The state made the decision to pay for these legal costs while Zuma was head of state, observers noted, leading the opposition EFF to question this as a clear case of conflict of interest at the SCA hearing.
EFF lawyer Thembeka Ngcukaitobi told the SCA on Wednesday that the decision by the state to fund Zuma’s criminal case was shrouded in secrecy.
This made it difficult to determine the actual amount of money that was spent from 2005 to date in the arms deal trial which has not ended, the lawyer said.
Ngcukaitobi rejected the assertion by Zuma’s legal team that their review application to set aside Zuma’s legal funding by the state was unreasonably delayed.
“There was a change in governance when the current president arrived. There was a greater level of transparency in terms of disclosing the actual detail around the funding of Zuma’s legal costs.

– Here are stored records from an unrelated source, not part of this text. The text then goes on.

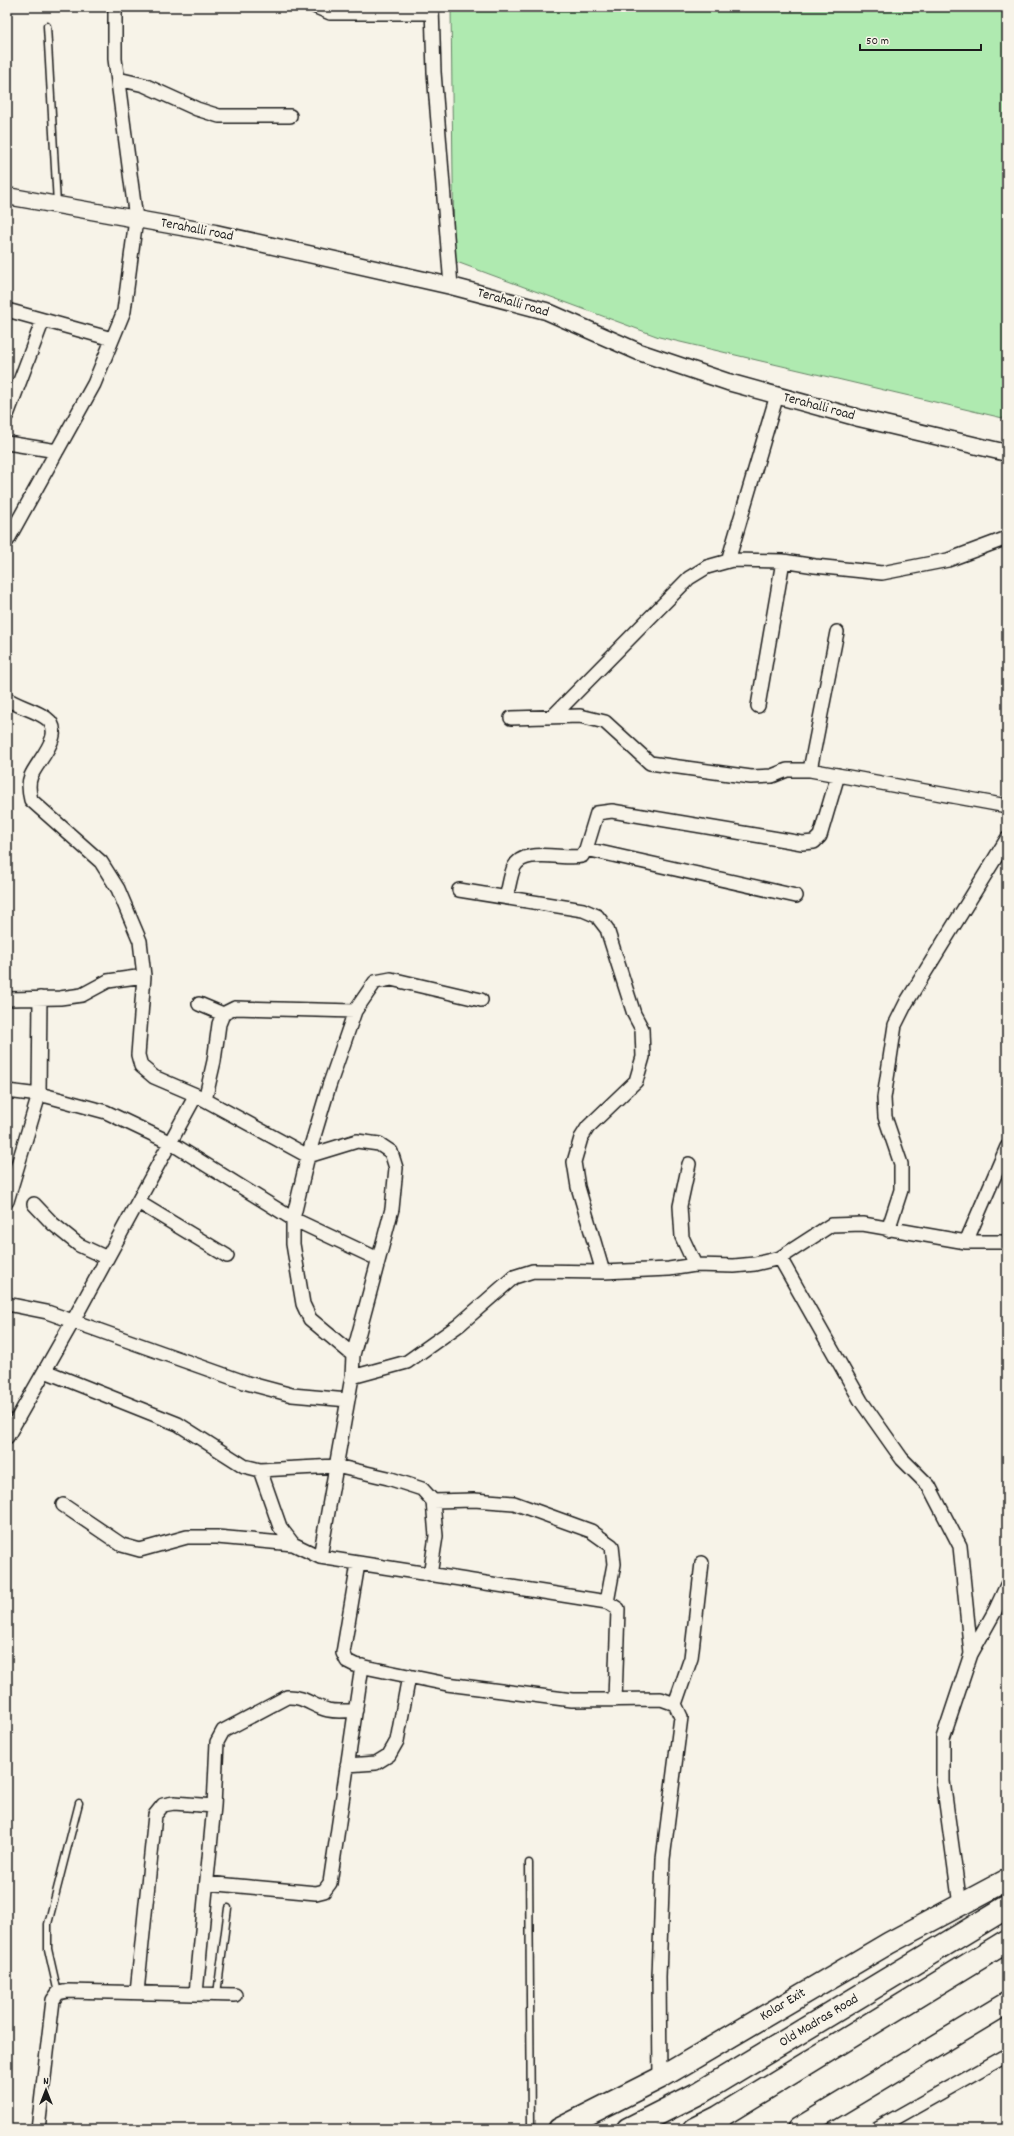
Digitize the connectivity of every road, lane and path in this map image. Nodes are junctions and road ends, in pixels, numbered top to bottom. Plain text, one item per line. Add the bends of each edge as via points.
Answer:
1 (115, 7) edge
2 (316, 7) edge
3 (432, 10) edge
4 (47, 26) dead end
5 (118, 79) junction
6 (290, 116) dead end
7 (7, 196) edge
8 (57, 205) junction
9 (136, 219) junction
10 (451, 286) junction
11 (7, 310) edge
12 (43, 320) junction
13 (112, 339) junction
14 (777, 395) junction
15 (7, 415) edge
16 (7, 443) edge
17 (57, 451) junction
18 (1007, 453) edge
19 (1007, 538) edge
20 (7, 541) edge
21 (728, 561) junction
22 (783, 561) junction
23 (837, 632) dead end
24 (7, 699) edge
25 (758, 706) dead end
26 (552, 717) junction
27 (511, 718) dead end
28 (810, 770) junction
29 (838, 776) junction
30 (1007, 806) edge
31 (1007, 839) edge
32 (586, 849) junction
33 (459, 890) dead end
34 (796, 896) dead end
35 (506, 897) junction
36 (144, 976) junction
37 (40, 998) junction
38 (7, 999) edge
39 (481, 1000) dead end
40 (199, 1004) dead end
41 (355, 1011) junction
42 (223, 1014) junction
43 (7, 1091) edge
44 (39, 1095) junction
45 (200, 1098) junction
46 (171, 1143) junction
47 (1007, 1147) edge
48 (308, 1156) junction
49 (689, 1164) dead end
50 (7, 1201) edge
51 (138, 1202) junction
52 (34, 1204) dead end
53 (293, 1220) junction
54 (888, 1230) junction
55 (966, 1242) junction
56 (1007, 1242) edge
57 (227, 1256) dead end
58 (108, 1258) junction
59 (780, 1258) junction
60 (378, 1259) junction
61 (695, 1265) junction
62 (603, 1272) junction
63 (7, 1304) edge
64 (73, 1321) junction
65 (353, 1355) junction
66 (44, 1371) junction
67 (352, 1377) junction
68 (348, 1400) junction
69 (7, 1437) edge
70 (336, 1466) junction
71 (260, 1470) junction
72 (433, 1501) junction
73 (63, 1505) dead end
74 (293, 1544) junction
75 (320, 1557) junction
76 (702, 1563) dead end
77 (358, 1564) junction
78 (430, 1575) junction
79 (1007, 1585) edge
80 (607, 1602) junction
81 (971, 1654) junction
82 (362, 1666) junction
83 (409, 1676) junction
84 (615, 1700) junction
85 (675, 1704) junction
86 (356, 1710) junction
87 (348, 1765) junction
88 (79, 1803) dead end
89 (214, 1806) junction
90 (529, 1863) dead end
91 (1007, 1880) edge
92 (207, 1883) junction
93 (960, 1905) junction
94 (1007, 1907) edge
95 (228, 1908) dead end
96 (1007, 1941) edge
97 (137, 1992) junction
98 (58, 1993) junction
99 (196, 1994) junction
100 (217, 1994) junction
101 (235, 1995) dead end
102 (1007, 2003) edge
103 (1007, 2055) edge
104 (660, 2078) junction
105 (38, 2129) edge
106 (531, 2129) edge
107 (559, 2129) edge
108 (628, 2129) edge
109 (695, 2129) edge
110 (798, 2129) edge
111 (876, 2129) edge

1 - 5 street via 115,59
2 - 3 street via 330,13
3 - 10 street via 434,72
4 - 8 lane
5 - 6 street via 144,85 219,116
5 - 9 street
7 - 8 street, Terahalli road
8 - 9 street, Terahalli road
9 - 10 street, Terahalli road via 215,233
9 - 13 street via 124,311
10 - 14 street, Terahalli road via 546,311 639,352 728,382
11 - 12 street
12 - 13 street
12 - 15 street
13 - 17 street via 94,384
14 - 18 street, Terahalli road via 859,418
14 - 21 street
16 - 17 street
17 - 20 street
19 - 22 street via 948,560 882,573
21 - 22 street
21 - 26 street via 707,567 689,578
22 - 25 street
23 - 28 street
24 - 36 street via 47,719 52,728 52,740 30,776 28,790 31,800 101,862 118,889 140,941
26 - 27 street
26 - 28 street via 580,716 605,722 650,763 751,777 772,776 787,770
28 - 29 street
29 - 30 street
29 - 32 street via 820,836 814,842 802,843 612,811 597,813
31 - 54 street via 895,1025 886,1085 885,1117 902,1164 901,1190
32 - 34 street
32 - 35 street via 582,856 532,855 519,860 514,868
33 - 35 street
35 - 62 street via 583,910 597,916 607,929 634,1014 642,1029 643,1057 636,1081 588,1127 581,1138 574,1162 578,1187
36 - 37 street via 108,981 82,995
36 - 45 street via 138,1055 140,1066 154,1077
37 - 38 street
37 - 44 street
39 - 41 street via 390,979 374,982
40 - 42 street
41 - 42 street via 235,1008
41 - 48 street
42 - 45 street via 219,1024 214,1060
43 - 44 street
44 - 46 street via 106,1112
44 - 50 street
45 - 46 street
45 - 48 street
46 - 51 street
46 - 53 street
47 - 55 street
48 - 53 street
48 - 60 street via 357,1141 380,1144 391,1152 396,1168 392,1209
49 - 61 street via 680,1206 682,1237
51 - 57 street
51 - 58 street
52 - 58 street via 79,1245
53 - 60 street
53 - 65 street via 293,1244 303,1304 310,1319
54 - 55 street
54 - 59 street via 863,1224 831,1225
55 - 56 street
58 - 64 street
59 - 61 street via 734,1266
59 - 81 street via 861,1401 902,1459 929,1486 960,1546
60 - 65 street
61 - 62 street via 669,1269
62 - 67 street via 533,1271 514,1277 459,1325 407,1362
63 - 64 street via 47,1312
64 - 66 street
64 - 68 street via 247,1383 292,1394
65 - 67 street
66 - 69 street
66 - 71 street via 178,1424 244,1466
67 - 68 street
68 - 70 street
70 - 71 street
70 - 72 street via 422,1489
70 - 75 street
71 - 74 street via 280,1527
72 - 78 street via 436,1536
72 - 80 street via 474,1500 514,1503 591,1531 612,1546 614,1564
73 - 74 street via 122,1545 140,1550 187,1537
74 - 75 street
75 - 77 street
76 - 85 street via 691,1658
77 - 78 street
77 - 82 street via 343,1653 347,1660
78 - 80 street
79 - 81 street
80 - 84 street via 618,1609 619,1620
81 - 93 street via 943,1738 943,1781
82 - 83 street
82 - 86 street
83 - 84 street via 447,1684 572,1700
83 - 87 street via 396,1741 389,1755 376,1762
84 - 85 street via 661,1699
85 - 104 street via 681,1717 662,1859
86 - 87 street
86 - 89 street via 327,1710 298,1696 287,1697 223,1732 217,1742
87 - 92 street via 330,1883 324,1891 316,1893
88 - 98 lane via 48,1924 48,1949
89 - 92 street
89 - 97 street via 174,1803 163,1805 156,1815
90 - 106 lane
91 - 93 main road, Kolar Exit
92 - 99 street
93 - 104 main road, Kolar Exit via 889,1943
94 - 108 highway, Old Madras Road via 701,2092
95 - 100 lane
96 - 109 highway via 719,2117
97 - 98 street
97 - 99 street
98 - 105 street via 53,2000
99 - 100 street
100 - 101 street
102 - 110 main road
103 - 111 street
104 - 107 main road, Kolar Exit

“What we’ve now come to know is that it (the amount of the legal costs) is much deeper than anyone could have thought,” Ngcukaitobi argued in court.
The former president is arguing that charges levelled against him were politically motivated and, therefore, had no basis in a court of law.
Zuma’s defence lawyer Thabani Masuku said opposition parties failed to exercise their parliamentary oversight duties as the state funding matter was already in the public domain.
But they (parties) never acted against this while Zuma was in office, Masuku argued.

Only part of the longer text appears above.